--- START ---

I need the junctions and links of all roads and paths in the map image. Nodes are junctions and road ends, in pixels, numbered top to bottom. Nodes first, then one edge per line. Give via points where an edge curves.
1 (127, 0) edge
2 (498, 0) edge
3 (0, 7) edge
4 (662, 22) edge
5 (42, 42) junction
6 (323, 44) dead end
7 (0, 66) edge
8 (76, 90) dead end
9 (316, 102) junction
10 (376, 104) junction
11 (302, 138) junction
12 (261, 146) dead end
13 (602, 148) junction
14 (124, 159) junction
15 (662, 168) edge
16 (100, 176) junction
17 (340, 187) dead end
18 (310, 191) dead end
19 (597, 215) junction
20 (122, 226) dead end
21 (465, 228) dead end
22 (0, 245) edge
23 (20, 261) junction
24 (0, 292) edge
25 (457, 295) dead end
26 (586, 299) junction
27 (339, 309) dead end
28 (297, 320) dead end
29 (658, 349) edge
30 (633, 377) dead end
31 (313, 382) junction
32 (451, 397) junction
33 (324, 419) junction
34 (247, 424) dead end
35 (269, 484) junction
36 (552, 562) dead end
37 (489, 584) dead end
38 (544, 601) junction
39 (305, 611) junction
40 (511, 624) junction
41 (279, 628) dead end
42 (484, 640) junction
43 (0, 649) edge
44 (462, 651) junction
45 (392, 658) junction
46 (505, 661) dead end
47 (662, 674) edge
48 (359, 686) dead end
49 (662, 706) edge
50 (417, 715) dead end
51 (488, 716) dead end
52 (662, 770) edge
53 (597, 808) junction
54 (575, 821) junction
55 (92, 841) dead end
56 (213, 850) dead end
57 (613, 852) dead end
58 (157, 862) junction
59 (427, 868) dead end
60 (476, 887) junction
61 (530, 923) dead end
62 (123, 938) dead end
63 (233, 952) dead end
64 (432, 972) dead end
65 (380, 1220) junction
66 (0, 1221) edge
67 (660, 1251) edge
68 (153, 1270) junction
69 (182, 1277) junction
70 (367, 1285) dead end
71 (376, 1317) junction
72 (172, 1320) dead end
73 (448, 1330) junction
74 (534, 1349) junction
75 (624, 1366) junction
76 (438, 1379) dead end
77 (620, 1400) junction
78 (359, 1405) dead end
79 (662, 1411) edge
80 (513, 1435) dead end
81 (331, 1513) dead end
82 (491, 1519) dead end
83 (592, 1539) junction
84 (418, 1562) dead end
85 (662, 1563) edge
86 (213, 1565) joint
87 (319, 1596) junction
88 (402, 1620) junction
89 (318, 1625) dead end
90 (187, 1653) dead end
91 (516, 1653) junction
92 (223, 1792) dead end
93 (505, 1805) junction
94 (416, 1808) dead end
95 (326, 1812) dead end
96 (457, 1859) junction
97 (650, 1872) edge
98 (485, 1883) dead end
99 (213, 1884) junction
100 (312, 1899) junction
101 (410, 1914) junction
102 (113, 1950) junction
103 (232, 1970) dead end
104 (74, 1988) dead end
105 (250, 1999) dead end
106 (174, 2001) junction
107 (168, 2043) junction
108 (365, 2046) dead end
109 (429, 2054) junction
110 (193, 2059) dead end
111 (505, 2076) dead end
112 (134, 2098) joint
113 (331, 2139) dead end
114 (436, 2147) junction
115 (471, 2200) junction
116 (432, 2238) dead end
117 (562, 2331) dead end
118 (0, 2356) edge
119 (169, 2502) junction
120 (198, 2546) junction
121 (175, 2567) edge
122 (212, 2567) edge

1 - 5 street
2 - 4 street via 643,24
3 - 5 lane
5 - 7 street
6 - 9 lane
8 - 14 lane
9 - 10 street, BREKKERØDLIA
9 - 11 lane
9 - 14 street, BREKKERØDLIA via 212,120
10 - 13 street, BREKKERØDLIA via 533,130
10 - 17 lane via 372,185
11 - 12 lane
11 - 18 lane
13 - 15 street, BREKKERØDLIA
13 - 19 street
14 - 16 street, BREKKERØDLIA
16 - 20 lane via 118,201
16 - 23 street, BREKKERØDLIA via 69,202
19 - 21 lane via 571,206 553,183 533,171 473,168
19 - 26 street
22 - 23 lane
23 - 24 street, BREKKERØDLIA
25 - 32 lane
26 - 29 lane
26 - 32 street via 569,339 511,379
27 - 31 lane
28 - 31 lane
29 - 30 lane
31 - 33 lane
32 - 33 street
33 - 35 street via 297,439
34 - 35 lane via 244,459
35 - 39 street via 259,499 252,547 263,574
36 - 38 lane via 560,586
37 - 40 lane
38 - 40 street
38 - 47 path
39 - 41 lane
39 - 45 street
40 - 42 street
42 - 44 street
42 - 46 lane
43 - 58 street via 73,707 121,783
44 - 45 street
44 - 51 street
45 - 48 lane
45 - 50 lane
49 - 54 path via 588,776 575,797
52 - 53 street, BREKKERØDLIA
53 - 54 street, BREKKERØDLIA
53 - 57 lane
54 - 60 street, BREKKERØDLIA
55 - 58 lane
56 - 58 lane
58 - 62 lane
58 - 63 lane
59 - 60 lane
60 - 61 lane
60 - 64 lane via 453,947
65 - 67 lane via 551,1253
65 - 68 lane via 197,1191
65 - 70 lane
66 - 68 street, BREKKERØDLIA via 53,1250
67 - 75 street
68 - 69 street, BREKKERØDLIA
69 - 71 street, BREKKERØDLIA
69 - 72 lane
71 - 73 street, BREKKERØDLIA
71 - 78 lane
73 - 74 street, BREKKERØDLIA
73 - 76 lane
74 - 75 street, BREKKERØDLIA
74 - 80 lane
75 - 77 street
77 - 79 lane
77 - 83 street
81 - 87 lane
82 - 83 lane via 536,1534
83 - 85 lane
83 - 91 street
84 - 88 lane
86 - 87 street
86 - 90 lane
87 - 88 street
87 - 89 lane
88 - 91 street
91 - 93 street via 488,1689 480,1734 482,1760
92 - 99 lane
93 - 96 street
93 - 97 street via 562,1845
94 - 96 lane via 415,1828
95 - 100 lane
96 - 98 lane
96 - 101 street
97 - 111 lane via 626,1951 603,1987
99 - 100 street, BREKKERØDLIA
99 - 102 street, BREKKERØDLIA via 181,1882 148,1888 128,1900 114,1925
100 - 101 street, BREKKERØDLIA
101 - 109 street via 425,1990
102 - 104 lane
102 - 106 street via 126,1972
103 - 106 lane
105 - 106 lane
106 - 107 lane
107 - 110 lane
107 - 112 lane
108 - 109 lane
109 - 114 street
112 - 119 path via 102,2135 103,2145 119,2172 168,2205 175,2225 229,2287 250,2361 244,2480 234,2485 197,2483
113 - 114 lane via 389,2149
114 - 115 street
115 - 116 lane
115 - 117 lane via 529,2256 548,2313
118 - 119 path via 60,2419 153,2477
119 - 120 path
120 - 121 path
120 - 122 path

--- END ---
--- START ---

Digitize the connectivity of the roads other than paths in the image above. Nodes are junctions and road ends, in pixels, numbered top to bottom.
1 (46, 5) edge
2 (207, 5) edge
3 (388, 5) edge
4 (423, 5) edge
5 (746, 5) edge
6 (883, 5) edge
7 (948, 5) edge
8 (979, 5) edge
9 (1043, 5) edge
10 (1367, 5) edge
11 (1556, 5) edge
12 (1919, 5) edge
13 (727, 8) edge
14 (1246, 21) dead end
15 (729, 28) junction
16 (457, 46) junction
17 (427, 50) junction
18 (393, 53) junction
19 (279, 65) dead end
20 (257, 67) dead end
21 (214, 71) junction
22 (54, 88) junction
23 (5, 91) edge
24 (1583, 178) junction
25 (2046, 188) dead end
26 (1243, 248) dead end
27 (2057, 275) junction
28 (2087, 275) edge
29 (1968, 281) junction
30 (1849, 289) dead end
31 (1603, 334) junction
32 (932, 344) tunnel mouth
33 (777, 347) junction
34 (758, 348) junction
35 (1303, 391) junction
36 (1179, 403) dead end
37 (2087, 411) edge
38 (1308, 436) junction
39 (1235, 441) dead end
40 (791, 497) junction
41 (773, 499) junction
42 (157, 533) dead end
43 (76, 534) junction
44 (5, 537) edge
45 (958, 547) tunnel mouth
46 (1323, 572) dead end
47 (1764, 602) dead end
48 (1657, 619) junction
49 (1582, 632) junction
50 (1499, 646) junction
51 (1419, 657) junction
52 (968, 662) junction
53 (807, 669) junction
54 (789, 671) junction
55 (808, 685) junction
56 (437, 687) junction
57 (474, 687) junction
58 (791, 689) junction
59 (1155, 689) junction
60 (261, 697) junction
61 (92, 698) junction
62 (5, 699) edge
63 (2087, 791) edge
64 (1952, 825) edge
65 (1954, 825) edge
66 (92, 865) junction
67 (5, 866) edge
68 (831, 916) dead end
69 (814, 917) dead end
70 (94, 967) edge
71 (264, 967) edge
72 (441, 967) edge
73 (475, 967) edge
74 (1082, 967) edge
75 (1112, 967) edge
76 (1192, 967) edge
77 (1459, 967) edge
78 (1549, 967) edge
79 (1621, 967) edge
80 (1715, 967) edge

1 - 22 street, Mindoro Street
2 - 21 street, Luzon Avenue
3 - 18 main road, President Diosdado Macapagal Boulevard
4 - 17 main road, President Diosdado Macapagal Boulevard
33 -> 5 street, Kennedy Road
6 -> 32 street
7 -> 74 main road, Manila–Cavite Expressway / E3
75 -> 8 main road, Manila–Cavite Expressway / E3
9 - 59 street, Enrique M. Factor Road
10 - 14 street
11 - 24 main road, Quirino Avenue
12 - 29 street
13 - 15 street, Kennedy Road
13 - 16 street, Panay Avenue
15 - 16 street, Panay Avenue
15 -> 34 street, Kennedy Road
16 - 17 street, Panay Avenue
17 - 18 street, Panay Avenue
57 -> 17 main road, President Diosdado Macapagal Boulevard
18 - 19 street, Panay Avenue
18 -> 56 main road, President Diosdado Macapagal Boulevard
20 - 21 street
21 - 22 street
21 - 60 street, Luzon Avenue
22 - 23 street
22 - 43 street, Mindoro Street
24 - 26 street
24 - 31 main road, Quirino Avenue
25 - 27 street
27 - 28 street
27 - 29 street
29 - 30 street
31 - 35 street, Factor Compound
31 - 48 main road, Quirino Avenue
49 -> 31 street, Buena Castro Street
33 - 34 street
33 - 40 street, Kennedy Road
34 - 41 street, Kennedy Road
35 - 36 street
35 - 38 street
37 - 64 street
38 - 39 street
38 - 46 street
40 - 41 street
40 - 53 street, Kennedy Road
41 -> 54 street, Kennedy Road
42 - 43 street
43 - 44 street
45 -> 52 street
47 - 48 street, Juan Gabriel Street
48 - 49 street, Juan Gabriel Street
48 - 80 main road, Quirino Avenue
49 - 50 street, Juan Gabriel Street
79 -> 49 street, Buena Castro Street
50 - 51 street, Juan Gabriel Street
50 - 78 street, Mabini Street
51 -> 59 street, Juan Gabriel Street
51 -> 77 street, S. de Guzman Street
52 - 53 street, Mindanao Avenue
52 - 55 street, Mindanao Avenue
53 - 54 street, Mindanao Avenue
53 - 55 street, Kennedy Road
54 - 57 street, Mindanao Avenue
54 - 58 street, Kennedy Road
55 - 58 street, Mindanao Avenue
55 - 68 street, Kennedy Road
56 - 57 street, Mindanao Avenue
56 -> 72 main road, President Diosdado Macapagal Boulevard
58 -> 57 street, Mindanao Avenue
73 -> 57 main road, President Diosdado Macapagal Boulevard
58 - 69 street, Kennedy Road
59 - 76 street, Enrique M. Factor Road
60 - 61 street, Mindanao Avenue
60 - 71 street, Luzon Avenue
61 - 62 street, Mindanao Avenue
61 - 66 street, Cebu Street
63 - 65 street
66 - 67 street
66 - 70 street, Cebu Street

--- END ---

**What you will do**
Scan the records for the string "image" and report each line where it occurs.

**Exercise solution**
I need the junctions and links of all roads and paths in the map image. Nodes are junctions and road ends, in pixels, numbered top to bottom. Nodes first, then one edge per line. Give via points where an edge curves.
Digitize the connectivity of the roads other than paths in the image above. Nodes are junctions and road ends, in pixels, numbered top to bottom.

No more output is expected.